Non-communicable diseases

Namibia faces a non-communicable disease burden. The Demographic and Health Survey (2013) summarises findings on elevated blood pressure, hypertension, diabetes, and obesity:
 Among eligible respondents age 35–64, more than 4 in 10 women (44 percent) and men (45 percent) have elevated blood pressure or are currently taking medicine to lower their blood pressure.
 Forty-nine percent of women and 61 percent of men are not aware that they have elevated blood pressure.
 Forty-three percent of women and 34 percent of men with hypertension are taking medication for their condition.
 Only 29 percent of women and 20 percent of men with hypertension are taking medication and have their blood pressure under control.
 Six percent of women and 7 percent of men are diabetic. An additional 7 percent of women and 6 percent of men are prediabetic.
 Sixty-seven percent of women and 74 percent of men with diabetes are taking medication to lower their blood glucose.
 Women and men with a higher-than-normal body mass index (25.0 or higher) are more likely to have elevated blood pressure and elevated fasting blood glucose.

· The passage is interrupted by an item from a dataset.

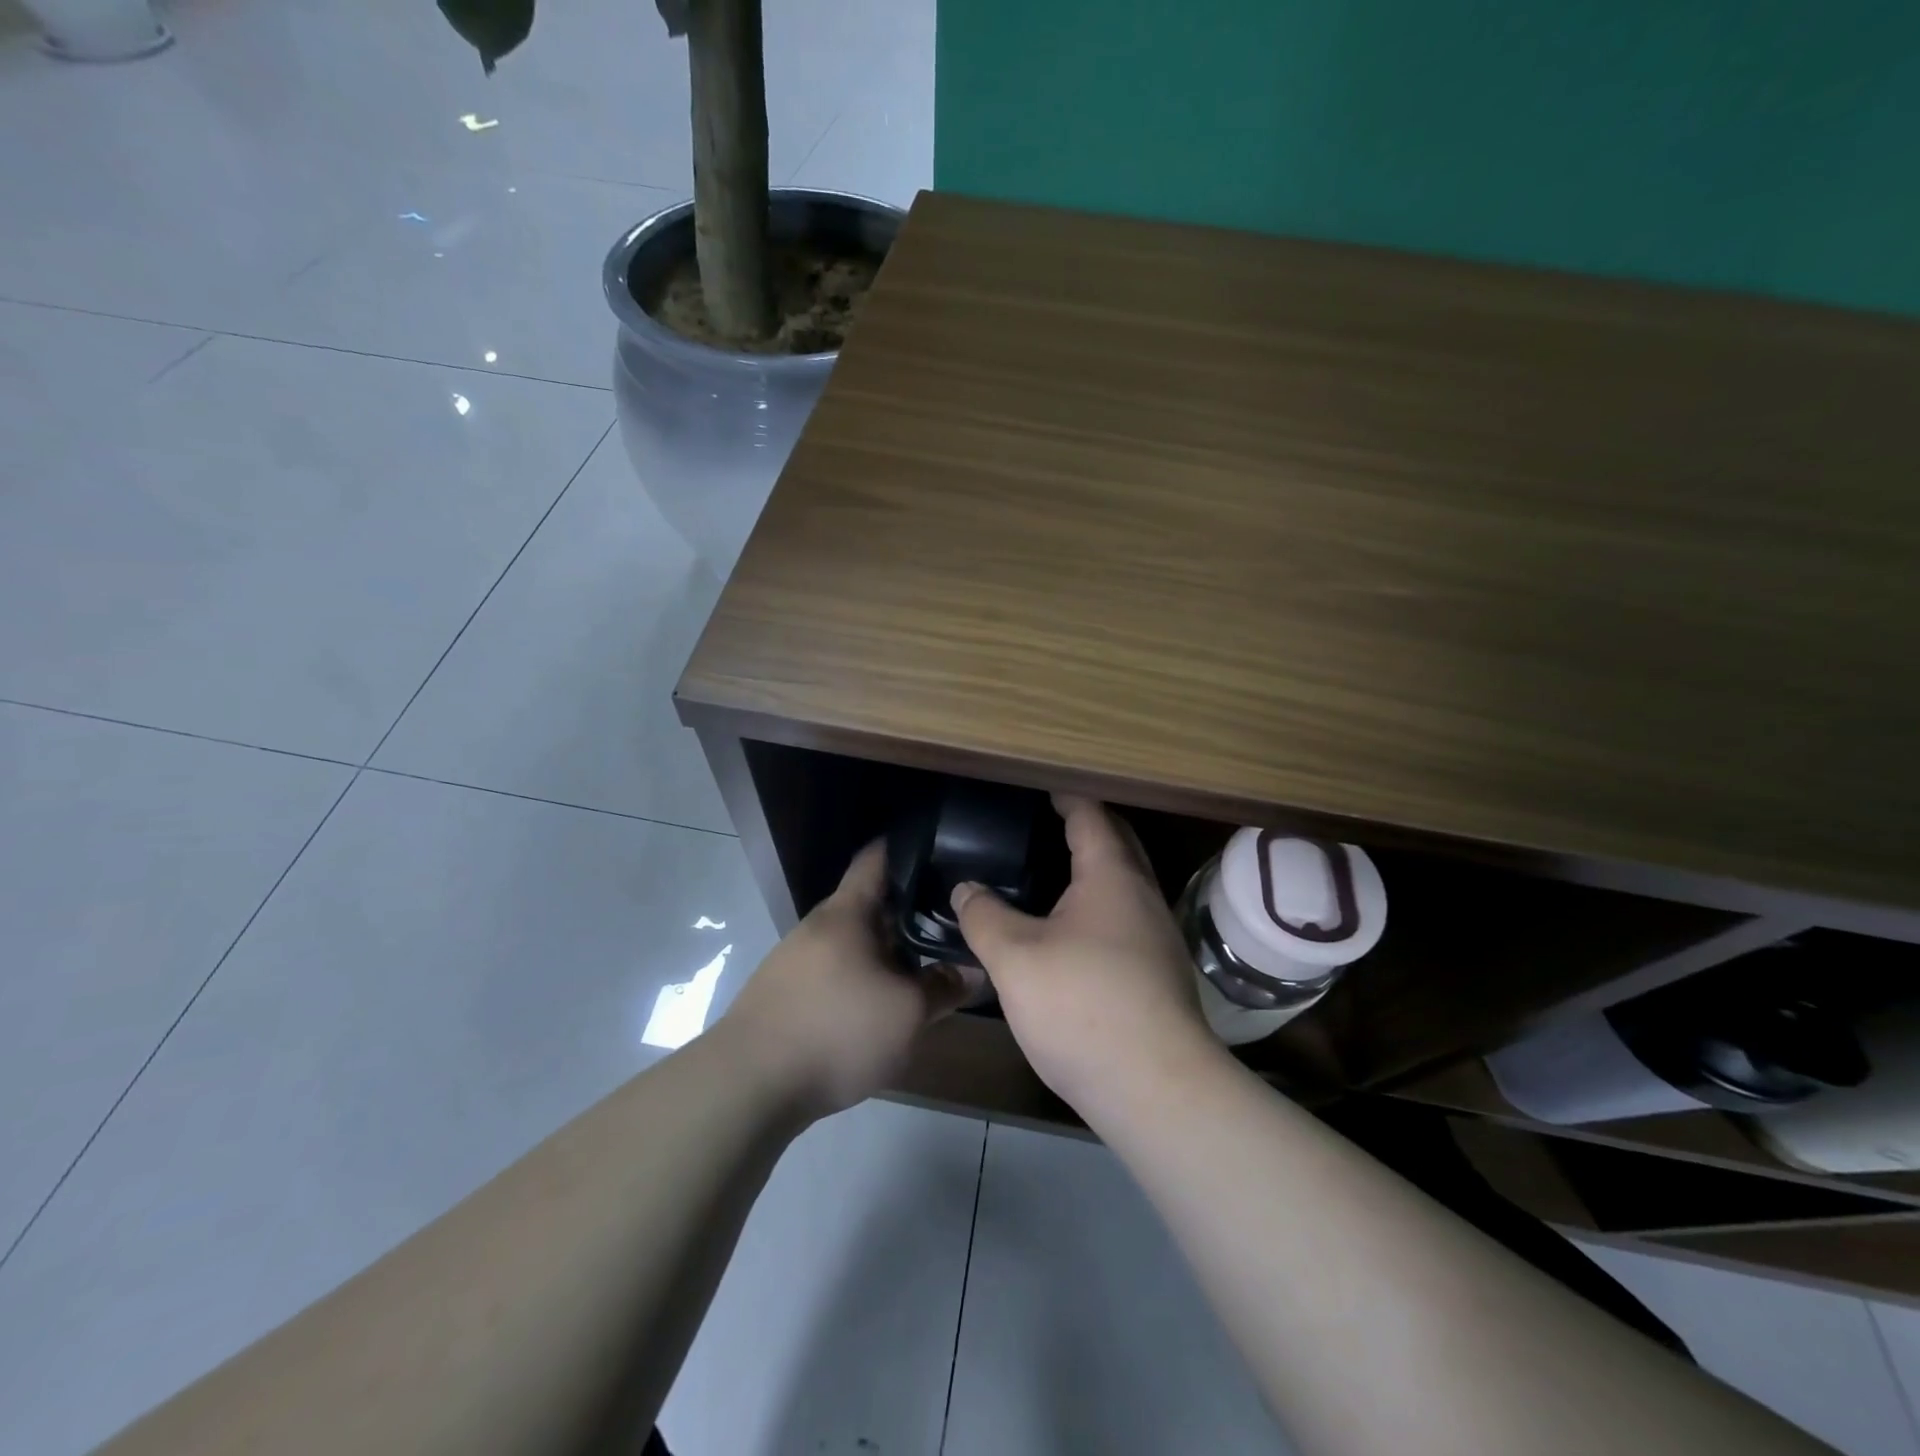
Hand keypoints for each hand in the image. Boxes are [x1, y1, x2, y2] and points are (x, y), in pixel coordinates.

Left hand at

Illnesses related to malnutrition
The vast majority (87%) of Namibian children do not obtain the minimum acceptable diet as defined by the World Health Organization. About a quarter to a third of all children are stunted, which impacts on their overall development and health. Furthermore, 7% are wasted, and 4% are overweight.

Tuberculosis
Namibia has a high rate of tuberculosis sufferers; Overall, approximately 0.7 cases are reported per 1,000 inhabitants. In 2018, 8,000 infections occurred, and almost 700 people died. A hotspot of the disease is the coastal town of Walvis Bay where cold weather aids TB infections. Of particular concern are multi and extensively drug-resistant bacteria strains.